___ MATERIAL FOR THIS EXERCISE
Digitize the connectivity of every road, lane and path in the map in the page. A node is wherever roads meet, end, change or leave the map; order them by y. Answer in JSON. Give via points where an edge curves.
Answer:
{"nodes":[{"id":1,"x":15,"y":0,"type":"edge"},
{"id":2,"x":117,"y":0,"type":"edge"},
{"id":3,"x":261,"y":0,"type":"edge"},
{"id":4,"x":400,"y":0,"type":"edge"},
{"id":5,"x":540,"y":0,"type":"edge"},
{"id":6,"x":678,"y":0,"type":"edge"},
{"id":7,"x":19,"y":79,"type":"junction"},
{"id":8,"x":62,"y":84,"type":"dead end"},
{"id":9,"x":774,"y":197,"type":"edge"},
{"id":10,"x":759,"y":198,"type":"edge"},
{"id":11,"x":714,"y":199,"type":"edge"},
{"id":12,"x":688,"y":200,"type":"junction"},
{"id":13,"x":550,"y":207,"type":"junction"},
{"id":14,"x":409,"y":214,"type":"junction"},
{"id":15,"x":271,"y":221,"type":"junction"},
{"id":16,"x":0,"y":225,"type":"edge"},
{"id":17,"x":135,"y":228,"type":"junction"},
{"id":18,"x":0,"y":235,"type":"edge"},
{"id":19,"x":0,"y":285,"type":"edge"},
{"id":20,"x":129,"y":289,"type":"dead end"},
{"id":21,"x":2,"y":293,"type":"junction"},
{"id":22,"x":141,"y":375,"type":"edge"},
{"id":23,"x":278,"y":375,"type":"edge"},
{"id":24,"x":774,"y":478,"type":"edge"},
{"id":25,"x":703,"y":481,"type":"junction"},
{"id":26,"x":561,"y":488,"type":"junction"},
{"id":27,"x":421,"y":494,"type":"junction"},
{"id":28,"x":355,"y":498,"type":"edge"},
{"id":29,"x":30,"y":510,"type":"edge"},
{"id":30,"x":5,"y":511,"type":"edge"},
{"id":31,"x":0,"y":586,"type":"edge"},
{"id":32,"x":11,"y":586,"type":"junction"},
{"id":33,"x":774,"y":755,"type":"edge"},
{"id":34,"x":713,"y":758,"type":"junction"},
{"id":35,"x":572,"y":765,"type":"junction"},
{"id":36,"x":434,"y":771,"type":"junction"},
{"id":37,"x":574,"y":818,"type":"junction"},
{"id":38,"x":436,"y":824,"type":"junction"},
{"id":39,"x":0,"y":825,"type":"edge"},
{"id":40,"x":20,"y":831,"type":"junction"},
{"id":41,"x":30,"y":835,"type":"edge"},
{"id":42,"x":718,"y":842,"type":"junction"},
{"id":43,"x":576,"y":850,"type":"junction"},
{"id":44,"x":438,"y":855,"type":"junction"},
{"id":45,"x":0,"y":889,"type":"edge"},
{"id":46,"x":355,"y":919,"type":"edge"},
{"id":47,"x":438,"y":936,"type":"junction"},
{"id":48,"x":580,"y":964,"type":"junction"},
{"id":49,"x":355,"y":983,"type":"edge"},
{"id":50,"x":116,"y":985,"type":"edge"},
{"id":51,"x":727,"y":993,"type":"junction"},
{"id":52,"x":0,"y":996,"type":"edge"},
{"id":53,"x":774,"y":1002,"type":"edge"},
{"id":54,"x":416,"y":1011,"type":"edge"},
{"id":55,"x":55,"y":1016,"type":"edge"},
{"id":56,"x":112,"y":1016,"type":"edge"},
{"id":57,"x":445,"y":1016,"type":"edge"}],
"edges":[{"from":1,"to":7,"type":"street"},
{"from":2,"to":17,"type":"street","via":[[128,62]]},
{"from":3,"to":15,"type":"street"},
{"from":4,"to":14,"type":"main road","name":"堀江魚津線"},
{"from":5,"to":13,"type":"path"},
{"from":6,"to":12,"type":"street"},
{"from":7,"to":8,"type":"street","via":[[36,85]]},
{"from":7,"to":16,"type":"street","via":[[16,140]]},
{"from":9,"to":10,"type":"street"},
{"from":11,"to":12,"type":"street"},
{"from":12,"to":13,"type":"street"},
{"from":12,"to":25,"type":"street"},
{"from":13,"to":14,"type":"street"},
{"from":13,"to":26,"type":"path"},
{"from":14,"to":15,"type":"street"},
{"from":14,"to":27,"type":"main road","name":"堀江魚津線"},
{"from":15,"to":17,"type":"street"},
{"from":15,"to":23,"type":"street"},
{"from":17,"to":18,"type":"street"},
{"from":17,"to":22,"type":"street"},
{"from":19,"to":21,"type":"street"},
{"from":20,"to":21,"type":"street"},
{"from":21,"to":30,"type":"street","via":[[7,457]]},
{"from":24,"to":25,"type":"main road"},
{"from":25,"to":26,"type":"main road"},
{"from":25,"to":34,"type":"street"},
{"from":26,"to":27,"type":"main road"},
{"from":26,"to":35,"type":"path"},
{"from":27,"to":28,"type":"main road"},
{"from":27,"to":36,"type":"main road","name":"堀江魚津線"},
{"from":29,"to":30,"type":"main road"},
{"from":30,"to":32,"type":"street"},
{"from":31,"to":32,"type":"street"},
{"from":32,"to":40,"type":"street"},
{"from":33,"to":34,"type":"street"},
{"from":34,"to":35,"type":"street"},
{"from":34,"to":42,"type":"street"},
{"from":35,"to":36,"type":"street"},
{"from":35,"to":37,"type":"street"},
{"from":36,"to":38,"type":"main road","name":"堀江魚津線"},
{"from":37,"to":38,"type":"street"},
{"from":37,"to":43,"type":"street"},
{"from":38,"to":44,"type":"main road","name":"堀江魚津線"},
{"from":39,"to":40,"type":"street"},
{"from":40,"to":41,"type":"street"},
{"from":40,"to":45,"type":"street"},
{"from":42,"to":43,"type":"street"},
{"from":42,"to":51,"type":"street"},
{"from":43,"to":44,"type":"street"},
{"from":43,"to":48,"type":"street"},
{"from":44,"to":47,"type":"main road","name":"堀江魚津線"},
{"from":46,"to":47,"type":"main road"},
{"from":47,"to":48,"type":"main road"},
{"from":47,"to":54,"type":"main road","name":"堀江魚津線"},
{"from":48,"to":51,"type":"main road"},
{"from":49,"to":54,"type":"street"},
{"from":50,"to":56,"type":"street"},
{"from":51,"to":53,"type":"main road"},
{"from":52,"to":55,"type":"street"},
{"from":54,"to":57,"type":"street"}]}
______
__WHAT YOU SHOULD DO__: Your task is to transcribe all of the entries word for word.

__EXERCISE SOLUTION__:
Digitize the connectivity of every road, lane and path in the map in the page. A node is wherever roads meet, end, change or leave the map; order them by y. Answer in JSON. Give via points where an edge curves.
Answer:
{"nodes":[{"id":1,"x":15,"y":0,"type":"edge"},
{"id":2,"x":117,"y":0,"type":"edge"},
{"id":3,"x":261,"y":0,"type":"edge"},
{"id":4,"x":400,"y":0,"type":"edge"},
{"id":5,"x":540,"y":0,"type":"edge"},
{"id":6,"x":678,"y":0,"type":"edge"},
{"id":7,"x":19,"y":79,"type":"junction"},
{"id":8,"x":62,"y":84,"type":"dead end"},
{"id":9,"x":774,"y":197,"type":"edge"},
{"id":10,"x":759,"y":198,"type":"edge"},
{"id":11,"x":714,"y":199,"type":"edge"},
{"id":12,"x":688,"y":200,"type":"junction"},
{"id":13,"x":550,"y":207,"type":"junction"},
{"id":14,"x":409,"y":214,"type":"junction"},
{"id":15,"x":271,"y":221,"type":"junction"},
{"id":16,"x":0,"y":225,"type":"edge"},
{"id":17,"x":135,"y":228,"type":"junction"},
{"id":18,"x":0,"y":235,"type":"edge"},
{"id":19,"x":0,"y":285,"type":"edge"},
{"id":20,"x":129,"y":289,"type":"dead end"},
{"id":21,"x":2,"y":293,"type":"junction"},
{"id":22,"x":141,"y":375,"type":"edge"},
{"id":23,"x":278,"y":375,"type":"edge"},
{"id":24,"x":774,"y":478,"type":"edge"},
{"id":25,"x":703,"y":481,"type":"junction"},
{"id":26,"x":561,"y":488,"type":"junction"},
{"id":27,"x":421,"y":494,"type":"junction"},
{"id":28,"x":355,"y":498,"type":"edge"},
{"id":29,"x":30,"y":510,"type":"edge"},
{"id":30,"x":5,"y":511,"type":"edge"},
{"id":31,"x":0,"y":586,"type":"edge"},
{"id":32,"x":11,"y":586,"type":"junction"},
{"id":33,"x":774,"y":755,"type":"edge"},
{"id":34,"x":713,"y":758,"type":"junction"},
{"id":35,"x":572,"y":765,"type":"junction"},
{"id":36,"x":434,"y":771,"type":"junction"},
{"id":37,"x":574,"y":818,"type":"junction"},
{"id":38,"x":436,"y":824,"type":"junction"},
{"id":39,"x":0,"y":825,"type":"edge"},
{"id":40,"x":20,"y":831,"type":"junction"},
{"id":41,"x":30,"y":835,"type":"edge"},
{"id":42,"x":718,"y":842,"type":"junction"},
{"id":43,"x":576,"y":850,"type":"junction"},
{"id":44,"x":438,"y":855,"type":"junction"},
{"id":45,"x":0,"y":889,"type":"edge"},
{"id":46,"x":355,"y":919,"type":"edge"},
{"id":47,"x":438,"y":936,"type":"junction"},
{"id":48,"x":580,"y":964,"type":"junction"},
{"id":49,"x":355,"y":983,"type":"edge"},
{"id":50,"x":116,"y":985,"type":"edge"},
{"id":51,"x":727,"y":993,"type":"junction"},
{"id":52,"x":0,"y":996,"type":"edge"},
{"id":53,"x":774,"y":1002,"type":"edge"},
{"id":54,"x":416,"y":1011,"type":"edge"},
{"id":55,"x":55,"y":1016,"type":"edge"},
{"id":56,"x":112,"y":1016,"type":"edge"},
{"id":57,"x":445,"y":1016,"type":"edge"}],
"edges":[{"from":1,"to":7,"type":"street"},
{"from":2,"to":17,"type":"street","via":[[128,62]]},
{"from":3,"to":15,"type":"street"},
{"from":4,"to":14,"type":"main road","name":"堀江魚津線"},
{"from":5,"to":13,"type":"path"},
{"from":6,"to":12,"type":"street"},
{"from":7,"to":8,"type":"street","via":[[36,85]]},
{"from":7,"to":16,"type":"street","via":[[16,140]]},
{"from":9,"to":10,"type":"street"},
{"from":11,"to":12,"type":"street"},
{"from":12,"to":13,"type":"street"},
{"from":12,"to":25,"type":"street"},
{"from":13,"to":14,"type":"street"},
{"from":13,"to":26,"type":"path"},
{"from":14,"to":15,"type":"street"},
{"from":14,"to":27,"type":"main road","name":"堀江魚津線"},
{"from":15,"to":17,"type":"street"},
{"from":15,"to":23,"type":"street"},
{"from":17,"to":18,"type":"street"},
{"from":17,"to":22,"type":"street"},
{"from":19,"to":21,"type":"street"},
{"from":20,"to":21,"type":"street"},
{"from":21,"to":30,"type":"street","via":[[7,457]]},
{"from":24,"to":25,"type":"main road"},
{"from":25,"to":26,"type":"main road"},
{"from":25,"to":34,"type":"street"},
{"from":26,"to":27,"type":"main road"},
{"from":26,"to":35,"type":"path"},
{"from":27,"to":28,"type":"main road"},
{"from":27,"to":36,"type":"main road","name":"堀江魚津線"},
{"from":29,"to":30,"type":"main road"},
{"from":30,"to":32,"type":"street"},
{"from":31,"to":32,"type":"street"},
{"from":32,"to":40,"type":"street"},
{"from":33,"to":34,"type":"street"},
{"from":34,"to":35,"type":"street"},
{"from":34,"to":42,"type":"street"},
{"from":35,"to":36,"type":"street"},
{"from":35,"to":37,"type":"street"},
{"from":36,"to":38,"type":"main road","name":"堀江魚津線"},
{"from":37,"to":38,"type":"street"},
{"from":37,"to":43,"type":"street"},
{"from":38,"to":44,"type":"main road","name":"堀江魚津線"},
{"from":39,"to":40,"type":"street"},
{"from":40,"to":41,"type":"street"},
{"from":40,"to":45,"type":"street"},
{"from":42,"to":43,"type":"street"},
{"from":42,"to":51,"type":"street"},
{"from":43,"to":44,"type":"street"},
{"from":43,"to":48,"type":"street"},
{"from":44,"to":47,"type":"main road","name":"堀江魚津線"},
{"from":46,"to":47,"type":"main road"},
{"from":47,"to":48,"type":"main road"},
{"from":47,"to":54,"type":"main road","name":"堀江魚津線"},
{"from":48,"to":51,"type":"main road"},
{"from":49,"to":54,"type":"street"},
{"from":50,"to":56,"type":"street"},
{"from":51,"to":53,"type":"main road"},
{"from":52,"to":55,"type":"street"},
{"from":54,"to":57,"type":"street"}]}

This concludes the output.